Scream Factory released the film on Blu-ray in July 2013, before reissuing it on 4K UHD on September 13, 2022, in both standard and limited SteelBook editions.

==Reception and legacy==
===Contemporaneous===
Upon its original release, The Fog received mixed responses from film critics. Ernest Leogrande of the New York Daily News gave the film a middling two out of four-star review, praising the performances but writing that "Carpenter obviously is entranced by ghost stories, but he seems willing to sacrifice story for effect." Kevin Thomas of the Los Angeles Times similarly lauded the acting, and complimented the film as "an elegant and scary thriller of the supernatural that's far more impressive and satisfying than Carpenter's grisly and pointless (but profitable) Halloween."
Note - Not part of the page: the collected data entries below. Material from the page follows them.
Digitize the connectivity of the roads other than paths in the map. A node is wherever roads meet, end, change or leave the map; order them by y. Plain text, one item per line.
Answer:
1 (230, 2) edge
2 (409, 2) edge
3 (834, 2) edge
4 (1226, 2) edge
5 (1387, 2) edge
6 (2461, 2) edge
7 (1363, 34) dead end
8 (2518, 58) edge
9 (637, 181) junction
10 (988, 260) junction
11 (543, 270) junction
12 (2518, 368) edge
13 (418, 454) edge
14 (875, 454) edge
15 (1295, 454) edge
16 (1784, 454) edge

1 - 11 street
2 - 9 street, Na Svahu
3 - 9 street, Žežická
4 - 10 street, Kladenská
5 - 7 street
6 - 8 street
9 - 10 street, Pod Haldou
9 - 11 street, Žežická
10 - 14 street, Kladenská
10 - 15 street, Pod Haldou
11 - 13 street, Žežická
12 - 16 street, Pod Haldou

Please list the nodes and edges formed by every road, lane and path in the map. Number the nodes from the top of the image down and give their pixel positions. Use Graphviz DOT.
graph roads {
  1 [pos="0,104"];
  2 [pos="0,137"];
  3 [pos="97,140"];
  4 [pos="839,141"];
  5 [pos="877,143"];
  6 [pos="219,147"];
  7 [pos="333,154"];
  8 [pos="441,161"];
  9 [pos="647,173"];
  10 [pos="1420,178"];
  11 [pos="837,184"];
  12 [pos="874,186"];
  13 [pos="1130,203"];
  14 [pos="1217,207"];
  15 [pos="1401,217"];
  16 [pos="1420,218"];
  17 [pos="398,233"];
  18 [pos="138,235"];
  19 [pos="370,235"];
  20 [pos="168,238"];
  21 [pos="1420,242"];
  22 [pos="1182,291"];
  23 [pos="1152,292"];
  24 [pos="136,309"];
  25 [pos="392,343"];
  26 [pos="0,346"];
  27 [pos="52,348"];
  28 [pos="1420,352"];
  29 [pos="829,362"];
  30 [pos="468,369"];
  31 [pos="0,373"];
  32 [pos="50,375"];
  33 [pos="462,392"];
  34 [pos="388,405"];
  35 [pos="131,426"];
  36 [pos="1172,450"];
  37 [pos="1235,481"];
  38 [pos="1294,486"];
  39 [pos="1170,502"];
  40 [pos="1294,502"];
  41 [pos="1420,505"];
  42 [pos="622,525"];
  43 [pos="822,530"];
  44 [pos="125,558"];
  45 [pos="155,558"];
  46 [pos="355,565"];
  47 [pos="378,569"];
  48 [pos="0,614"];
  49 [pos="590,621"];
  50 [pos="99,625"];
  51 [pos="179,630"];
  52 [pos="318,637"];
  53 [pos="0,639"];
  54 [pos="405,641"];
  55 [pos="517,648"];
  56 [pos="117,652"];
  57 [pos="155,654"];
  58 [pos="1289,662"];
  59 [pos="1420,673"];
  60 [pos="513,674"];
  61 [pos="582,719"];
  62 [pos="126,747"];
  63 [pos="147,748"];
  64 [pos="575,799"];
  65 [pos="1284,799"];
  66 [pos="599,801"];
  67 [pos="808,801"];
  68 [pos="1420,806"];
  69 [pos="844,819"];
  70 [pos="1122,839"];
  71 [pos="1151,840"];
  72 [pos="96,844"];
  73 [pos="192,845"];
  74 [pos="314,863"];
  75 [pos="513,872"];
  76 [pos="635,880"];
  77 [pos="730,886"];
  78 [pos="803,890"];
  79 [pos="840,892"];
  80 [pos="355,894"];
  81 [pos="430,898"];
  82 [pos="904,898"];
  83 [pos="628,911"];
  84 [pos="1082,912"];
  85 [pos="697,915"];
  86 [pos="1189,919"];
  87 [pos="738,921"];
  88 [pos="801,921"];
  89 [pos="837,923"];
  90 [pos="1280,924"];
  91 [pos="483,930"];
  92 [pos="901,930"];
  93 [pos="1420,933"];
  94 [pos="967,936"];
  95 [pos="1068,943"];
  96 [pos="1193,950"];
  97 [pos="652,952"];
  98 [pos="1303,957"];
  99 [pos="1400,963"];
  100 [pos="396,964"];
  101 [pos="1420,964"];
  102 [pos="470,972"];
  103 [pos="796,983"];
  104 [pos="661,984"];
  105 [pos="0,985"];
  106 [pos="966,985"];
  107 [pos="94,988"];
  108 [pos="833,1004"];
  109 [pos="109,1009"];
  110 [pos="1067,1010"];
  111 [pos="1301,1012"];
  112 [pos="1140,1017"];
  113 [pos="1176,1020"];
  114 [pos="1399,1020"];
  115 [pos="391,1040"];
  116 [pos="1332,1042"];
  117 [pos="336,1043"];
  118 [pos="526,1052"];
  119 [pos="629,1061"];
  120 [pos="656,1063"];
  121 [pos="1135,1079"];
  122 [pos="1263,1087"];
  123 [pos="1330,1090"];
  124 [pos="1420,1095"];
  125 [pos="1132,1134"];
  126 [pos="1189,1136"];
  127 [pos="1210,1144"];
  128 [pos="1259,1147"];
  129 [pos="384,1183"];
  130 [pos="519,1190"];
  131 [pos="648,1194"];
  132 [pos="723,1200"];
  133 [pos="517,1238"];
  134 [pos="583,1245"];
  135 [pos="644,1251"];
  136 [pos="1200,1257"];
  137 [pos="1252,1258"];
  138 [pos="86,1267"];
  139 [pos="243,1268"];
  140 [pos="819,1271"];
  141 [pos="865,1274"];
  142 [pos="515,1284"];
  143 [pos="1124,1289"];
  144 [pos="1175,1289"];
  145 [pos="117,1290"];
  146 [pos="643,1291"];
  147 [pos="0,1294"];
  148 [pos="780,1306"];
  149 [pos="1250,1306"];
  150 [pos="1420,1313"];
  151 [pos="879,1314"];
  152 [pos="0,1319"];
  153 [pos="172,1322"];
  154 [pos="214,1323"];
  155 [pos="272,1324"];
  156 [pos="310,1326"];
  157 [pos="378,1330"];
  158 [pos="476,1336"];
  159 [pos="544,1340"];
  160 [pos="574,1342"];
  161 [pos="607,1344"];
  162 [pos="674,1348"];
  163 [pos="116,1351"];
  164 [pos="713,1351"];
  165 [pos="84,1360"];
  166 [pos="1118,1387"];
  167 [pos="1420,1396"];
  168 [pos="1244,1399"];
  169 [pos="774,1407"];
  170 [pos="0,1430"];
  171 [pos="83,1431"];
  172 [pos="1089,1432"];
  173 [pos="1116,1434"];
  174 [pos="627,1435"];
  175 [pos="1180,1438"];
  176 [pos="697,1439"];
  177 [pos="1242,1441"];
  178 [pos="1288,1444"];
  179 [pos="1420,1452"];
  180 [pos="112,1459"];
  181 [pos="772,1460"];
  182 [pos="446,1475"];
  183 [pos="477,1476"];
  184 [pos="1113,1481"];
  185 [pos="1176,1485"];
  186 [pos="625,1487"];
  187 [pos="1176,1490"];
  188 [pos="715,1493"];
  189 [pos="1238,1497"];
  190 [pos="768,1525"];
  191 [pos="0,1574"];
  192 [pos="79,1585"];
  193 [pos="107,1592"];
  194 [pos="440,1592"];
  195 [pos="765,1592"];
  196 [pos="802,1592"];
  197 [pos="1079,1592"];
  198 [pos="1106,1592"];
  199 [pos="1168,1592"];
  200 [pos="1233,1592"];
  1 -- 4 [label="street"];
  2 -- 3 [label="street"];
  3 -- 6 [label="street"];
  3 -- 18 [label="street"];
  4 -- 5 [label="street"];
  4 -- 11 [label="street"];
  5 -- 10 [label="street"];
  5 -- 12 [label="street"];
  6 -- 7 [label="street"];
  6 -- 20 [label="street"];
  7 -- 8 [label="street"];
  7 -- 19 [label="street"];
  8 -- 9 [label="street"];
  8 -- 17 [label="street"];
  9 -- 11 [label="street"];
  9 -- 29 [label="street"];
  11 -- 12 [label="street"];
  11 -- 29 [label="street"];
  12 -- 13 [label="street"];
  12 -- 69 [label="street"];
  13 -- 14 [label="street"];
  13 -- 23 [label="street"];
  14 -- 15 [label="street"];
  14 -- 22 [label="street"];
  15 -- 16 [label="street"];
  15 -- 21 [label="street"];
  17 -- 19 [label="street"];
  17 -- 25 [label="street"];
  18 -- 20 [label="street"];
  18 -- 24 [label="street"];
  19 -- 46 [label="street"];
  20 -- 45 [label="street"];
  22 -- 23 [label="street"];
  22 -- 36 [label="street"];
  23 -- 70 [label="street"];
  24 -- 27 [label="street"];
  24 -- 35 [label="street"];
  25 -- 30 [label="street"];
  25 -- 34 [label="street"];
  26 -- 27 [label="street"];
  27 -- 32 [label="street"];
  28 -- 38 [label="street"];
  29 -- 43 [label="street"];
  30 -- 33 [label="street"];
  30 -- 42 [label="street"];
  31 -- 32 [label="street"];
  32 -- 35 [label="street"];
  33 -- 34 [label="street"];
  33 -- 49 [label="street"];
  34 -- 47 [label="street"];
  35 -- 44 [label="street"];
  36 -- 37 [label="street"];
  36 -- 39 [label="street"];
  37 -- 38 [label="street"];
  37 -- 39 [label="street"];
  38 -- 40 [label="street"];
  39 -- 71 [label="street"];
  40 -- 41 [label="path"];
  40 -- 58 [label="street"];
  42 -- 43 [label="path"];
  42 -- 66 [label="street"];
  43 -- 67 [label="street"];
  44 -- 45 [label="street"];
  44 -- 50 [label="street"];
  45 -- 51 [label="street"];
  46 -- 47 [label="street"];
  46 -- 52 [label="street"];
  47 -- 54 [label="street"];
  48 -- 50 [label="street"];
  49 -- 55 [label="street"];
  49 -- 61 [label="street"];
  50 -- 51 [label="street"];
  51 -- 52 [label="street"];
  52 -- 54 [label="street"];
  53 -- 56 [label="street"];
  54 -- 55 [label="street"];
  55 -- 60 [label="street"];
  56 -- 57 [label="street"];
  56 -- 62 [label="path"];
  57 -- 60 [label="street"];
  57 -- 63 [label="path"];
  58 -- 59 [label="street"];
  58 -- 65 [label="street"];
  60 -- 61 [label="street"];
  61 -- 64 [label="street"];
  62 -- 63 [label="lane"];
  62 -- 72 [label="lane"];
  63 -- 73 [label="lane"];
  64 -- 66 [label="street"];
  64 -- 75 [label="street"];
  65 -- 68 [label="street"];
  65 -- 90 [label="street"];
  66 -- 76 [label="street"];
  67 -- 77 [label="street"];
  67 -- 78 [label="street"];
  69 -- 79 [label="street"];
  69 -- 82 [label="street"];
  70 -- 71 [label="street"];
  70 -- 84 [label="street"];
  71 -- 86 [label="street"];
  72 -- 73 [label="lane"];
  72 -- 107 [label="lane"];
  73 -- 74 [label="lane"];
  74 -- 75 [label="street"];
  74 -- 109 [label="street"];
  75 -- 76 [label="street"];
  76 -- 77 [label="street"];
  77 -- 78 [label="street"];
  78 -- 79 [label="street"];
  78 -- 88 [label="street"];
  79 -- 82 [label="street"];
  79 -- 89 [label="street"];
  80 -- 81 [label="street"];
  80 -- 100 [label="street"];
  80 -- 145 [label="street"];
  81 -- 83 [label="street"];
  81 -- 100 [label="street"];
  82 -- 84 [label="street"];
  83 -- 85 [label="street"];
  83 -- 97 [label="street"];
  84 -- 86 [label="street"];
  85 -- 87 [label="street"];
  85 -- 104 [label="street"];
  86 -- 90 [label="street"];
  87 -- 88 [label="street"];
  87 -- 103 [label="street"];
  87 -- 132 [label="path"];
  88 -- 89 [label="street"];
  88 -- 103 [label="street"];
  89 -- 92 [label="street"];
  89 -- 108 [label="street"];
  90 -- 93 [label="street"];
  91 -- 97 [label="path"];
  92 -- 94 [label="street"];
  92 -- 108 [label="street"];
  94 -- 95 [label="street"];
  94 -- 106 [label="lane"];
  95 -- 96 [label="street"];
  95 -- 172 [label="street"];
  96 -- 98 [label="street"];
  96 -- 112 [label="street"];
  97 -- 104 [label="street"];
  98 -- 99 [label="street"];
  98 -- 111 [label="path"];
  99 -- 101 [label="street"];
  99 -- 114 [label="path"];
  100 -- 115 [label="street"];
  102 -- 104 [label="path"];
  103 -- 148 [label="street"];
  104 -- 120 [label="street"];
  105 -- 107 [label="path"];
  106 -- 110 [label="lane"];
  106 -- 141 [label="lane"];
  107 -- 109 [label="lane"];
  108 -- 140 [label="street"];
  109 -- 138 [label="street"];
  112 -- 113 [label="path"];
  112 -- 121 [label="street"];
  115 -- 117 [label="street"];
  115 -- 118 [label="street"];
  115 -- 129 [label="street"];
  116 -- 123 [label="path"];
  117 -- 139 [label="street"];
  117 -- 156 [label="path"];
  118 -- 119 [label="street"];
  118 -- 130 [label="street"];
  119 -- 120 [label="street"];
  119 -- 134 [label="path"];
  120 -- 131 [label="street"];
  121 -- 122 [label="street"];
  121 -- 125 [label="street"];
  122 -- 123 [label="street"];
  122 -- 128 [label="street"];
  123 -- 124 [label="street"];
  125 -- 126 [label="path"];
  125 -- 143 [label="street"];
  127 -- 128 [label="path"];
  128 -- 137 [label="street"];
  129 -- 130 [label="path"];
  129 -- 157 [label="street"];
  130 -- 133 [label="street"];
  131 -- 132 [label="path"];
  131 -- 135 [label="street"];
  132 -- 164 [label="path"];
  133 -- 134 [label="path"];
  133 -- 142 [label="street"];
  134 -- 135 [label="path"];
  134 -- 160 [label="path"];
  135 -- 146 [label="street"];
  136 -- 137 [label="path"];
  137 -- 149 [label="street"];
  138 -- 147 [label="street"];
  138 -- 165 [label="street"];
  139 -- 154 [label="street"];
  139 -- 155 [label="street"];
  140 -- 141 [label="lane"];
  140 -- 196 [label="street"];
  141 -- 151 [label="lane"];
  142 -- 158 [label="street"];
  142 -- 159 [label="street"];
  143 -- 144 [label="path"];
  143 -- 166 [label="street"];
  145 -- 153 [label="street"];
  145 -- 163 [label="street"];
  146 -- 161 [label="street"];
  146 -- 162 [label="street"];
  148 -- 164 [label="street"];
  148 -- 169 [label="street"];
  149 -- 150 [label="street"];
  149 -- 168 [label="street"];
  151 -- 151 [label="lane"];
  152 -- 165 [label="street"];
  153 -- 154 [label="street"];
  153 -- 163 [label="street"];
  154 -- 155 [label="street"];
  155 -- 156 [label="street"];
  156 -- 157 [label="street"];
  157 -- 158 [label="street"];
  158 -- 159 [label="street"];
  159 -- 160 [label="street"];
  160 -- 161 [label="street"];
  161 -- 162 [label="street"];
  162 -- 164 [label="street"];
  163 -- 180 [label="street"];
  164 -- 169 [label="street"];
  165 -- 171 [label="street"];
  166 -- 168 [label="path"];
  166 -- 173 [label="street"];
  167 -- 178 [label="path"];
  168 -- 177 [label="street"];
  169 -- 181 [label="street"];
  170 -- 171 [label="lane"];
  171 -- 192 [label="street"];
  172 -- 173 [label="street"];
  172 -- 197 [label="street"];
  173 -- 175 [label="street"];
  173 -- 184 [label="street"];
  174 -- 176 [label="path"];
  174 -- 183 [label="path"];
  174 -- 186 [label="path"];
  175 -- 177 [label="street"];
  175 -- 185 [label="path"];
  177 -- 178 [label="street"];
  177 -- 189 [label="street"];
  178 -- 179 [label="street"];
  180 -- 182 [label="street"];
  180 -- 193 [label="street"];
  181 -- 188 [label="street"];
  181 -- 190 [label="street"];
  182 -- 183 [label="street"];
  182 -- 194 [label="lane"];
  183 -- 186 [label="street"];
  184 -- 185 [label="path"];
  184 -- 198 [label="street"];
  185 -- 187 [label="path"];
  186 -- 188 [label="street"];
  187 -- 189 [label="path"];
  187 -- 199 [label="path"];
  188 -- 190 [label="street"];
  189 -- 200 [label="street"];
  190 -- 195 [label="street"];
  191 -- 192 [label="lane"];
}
The New York Timess Vincent Canby praised the film's visual elements, but felt it ultimately paled in comparison to Carpenter's Halloween, describing it as "neither a rewarding ghost story nor ... science-fiction, though it borrows freely from both genres ... Unlike Halloween, which was a model of straight-forward terror and carefully controlled suspense, The Fog is constructed of random diversions. There are too many story lines, which necessitate so much cross-cutting that no one sequence can ever build to a decent climax." In his 1980 review, Roger Ebert gave the film two out of four stars, commenting: "The movie's made with style and energy, but it needs a better villain. This isn't a great movie but it does show great promise from Carpenter." Similarly, Leonard Maltin rated the film 21/2-stars-out-of-4 and called it a "well-directed but obvious ghost story."

===Reassessment===
In the years following its release, The Fog has amassed a cult following, and later came to be considered, as Carpenter opined regarding his creation, "a minor horror classic," though he also stated it was not his favorite film due to re-shoots and low-production values. This is one of the reasons he agreed to the 2005 remake.

 Metacritic, which uses a weighted average, assigned the a score of 55 out of 100, based on 11 critics, indicating "mixed or average" reviews.

In a 2002 review (for the DVD release of the film), Slant reviewer Ed Gonzalez gave the film 3.5 stars out of four, and stated that "Carpenter's use of 2.35:1 anamorphic widescreen is beyond legendary and his compositions evoke a town that may as well be the last remaining one on the face of the earth." In 2018, The Guardian called it "one of the director's most atmospheric, the shots of a wave-lashed cove and fog-choked headland making the town's impending reckoning almost poetic."

In the early 2010s, Time Out conducted a poll of over 100 authors, directors, actors and critics who have worked within the horror genre to vote for their top horror films. The Fog placed at number 77 on their top 100 list.

Zombiemania: 80 Movies to Die For author Arnold T. Blumberg wrote that the film was "a very effective small scale chiller" and "an attempt to capture the essence of a typical spooky American folktale while simultaneously paying homage to the EC Comics of the 1950s and the then very recent Italian zombie influx."

==Novelization==
A novelization of the movie, written by Dennis Etchison, was published by Bantam Books in January 1980. The novel clarifies the implication in the film that the six who must die were not random, but descendants of the six original conspirators.

==Remake==

In 2005, the film was remade under the direction of Rupert Wainwright with a screenplay by Cooper Layne and starring Tom Welling and Maggie Grace. Though based on Carpenter and Hill's original screenplay, the remake was made more in the vein of a "teen horror film" and given a PG-13 rating, whereas the original film was rated R. Green-lit by Revolution Studios with just eighteen pages of script written, the film was panned for its poor script and acting and has a Rotten Tomatoes rating of 4%.

==In other media==
- German metal band The Vision Bleak covered the soundtrack's title song on their 2004 album The Deathship Has a New Captain. They titled the song "Elizabeth Dane" and overlaid the instrumental with Houseman's campfire ghost story as spoken word vocals.